Last edited by KibbleSalad; 02-11-2012 at 01:10 AM.
>Break the glass. Flashy sirens are a go! That ought to get someone up here!
Woah, check out that white board. It seems to be drawing your current progress of known locations. Perhaps you can ingest it to gain its power.
You don't really want to create panic, alarm and sirens just because you're having a bit of trouble remembering where you are. It would seem like such an overreaction! If there was a more dire situation you'd consider it, but right now it's just you being confused and a little woozy. Plus, whoever shows up might not even be friendly. You're having a hard time reading anything around here.
You turn to the display / whiteboard / wall-scribblyplot. Egad, it is a map! Not a very complete one, mind you. All you can see on it is the room you came from and the one you're in right now, plus a faint outline of the passage beyond the sealed door behind you. It definitely leads somewhere! How odd that it only shows the immediate area. As far as maps go, you've seen better. Maybe. You think.
You don't think you can take it from the wall, seeing as it's powered by a knobby-device in the top left corner.
Well, you've got your bearings now at least! Look, it even marks the room you're in. Neat.
Just as you step back from the map to look around some more, a jolt of pain washes over you.
You take a moment to let it fade away. It doesn't come back for the next minute or two, and you feel a little better again.
Last edited by KibbleSalad; 02-11-2012 at 03:09 AM.
> Eat apple core. Seriously, did you know that eating one makes you feel better? At least, I think it does. Well, whatever it does, it can't hurt.
Really?
What
Really?
You lose ten units of trust in your subconscious.
What follows is a brief argument with yourself on whether you should really do this or or not.
You appear to be winning and losing this argument at the same time.
The fan-spinny-rattly box on the ceiling suddenly turns off.
There is a single loud banging noise coming from the room to your right, followed by silence.
> Look right
> Head left. Banging noises are nothing but trouble.
To the right!
> Gather spider web.
> Smack fan to get it working.
The sudden sound is loud enough to thoroughly startle you out of whatever petty things you had going on.
It is oddly quiet now, save for a really weird crackling sound coming from the right.
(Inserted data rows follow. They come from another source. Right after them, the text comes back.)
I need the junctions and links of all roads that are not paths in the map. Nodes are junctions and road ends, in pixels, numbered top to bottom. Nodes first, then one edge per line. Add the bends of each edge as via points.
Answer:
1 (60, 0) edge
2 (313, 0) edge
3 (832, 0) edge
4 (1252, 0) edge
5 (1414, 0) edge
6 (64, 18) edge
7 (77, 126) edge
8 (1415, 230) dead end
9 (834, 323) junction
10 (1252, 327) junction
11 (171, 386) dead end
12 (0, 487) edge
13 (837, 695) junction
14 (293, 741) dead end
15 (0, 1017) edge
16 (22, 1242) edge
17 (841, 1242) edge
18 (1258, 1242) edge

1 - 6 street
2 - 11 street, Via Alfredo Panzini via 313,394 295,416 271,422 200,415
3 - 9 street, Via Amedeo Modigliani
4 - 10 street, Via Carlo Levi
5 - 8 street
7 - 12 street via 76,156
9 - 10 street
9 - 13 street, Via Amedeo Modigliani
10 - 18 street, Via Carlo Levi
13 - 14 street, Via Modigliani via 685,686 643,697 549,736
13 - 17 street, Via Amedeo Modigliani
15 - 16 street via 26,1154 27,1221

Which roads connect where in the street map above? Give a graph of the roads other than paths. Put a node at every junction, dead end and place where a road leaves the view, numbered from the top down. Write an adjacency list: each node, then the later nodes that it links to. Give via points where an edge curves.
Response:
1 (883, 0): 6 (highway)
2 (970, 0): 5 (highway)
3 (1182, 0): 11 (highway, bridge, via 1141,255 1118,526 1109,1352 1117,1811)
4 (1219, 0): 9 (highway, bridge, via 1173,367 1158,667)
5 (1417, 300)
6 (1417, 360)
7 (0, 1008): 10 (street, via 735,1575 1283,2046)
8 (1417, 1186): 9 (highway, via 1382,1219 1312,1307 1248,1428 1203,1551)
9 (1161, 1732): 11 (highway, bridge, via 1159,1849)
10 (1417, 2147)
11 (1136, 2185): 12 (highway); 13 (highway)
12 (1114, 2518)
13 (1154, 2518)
Your racial curiosity pertaining to current events prevents you from assigning the prerequisite amounts of care to the spider webbings. The fan is up rather high, and you have no pole or ladder or chair or hunchbacked servant to reach it.
You can't! There is no going left, unless you punch down the metal walls. Seeing how well you performed retrieving the hammery-stringybit, this seems totes unlikely.
You go right, back from whence you came.
WELL THIS IS UNGOOD
You promptly level up and spend all your points in freaking out.
Last edited by KibbleSalad; 02-11-2012 at 06:14 PM.
> Sit on fire to put it out
BACK TO THE LEFT CANISTER THINGY GO GO GO
Throw the apple core at it, incinerators are even better than normal trash cans.
> PUT IT OUT PUT IT OUT PUT IT OUT PUT IT OUT
Alternatively, > PANIC PANIC PANIC PANIC
Thanks to your Racial Multitasking Perk you can TACKLE BOTH OF THESE THINGS AT THE SAME TIME
IT'S VERY HOT
IT'S VERY HOT
YOUR MIND FINALLY PRODUCES A ROGUE THOUGHT THAT DOESN'T INVOLVE YOU BURNING TO DEATH
YOU RUN WITH IT
IT'S NOT VERY EFFECTIVE
THE FIRE IS NOW ANGRY
THE PATH TO THE CARDBOARD BOX IS BLOCKED BY ANGRY FIRE
AAAAH
AAAAAAAAAAAAAAAAAH
SCIENCE HARDER
The fire is contained, no need to freak so hard.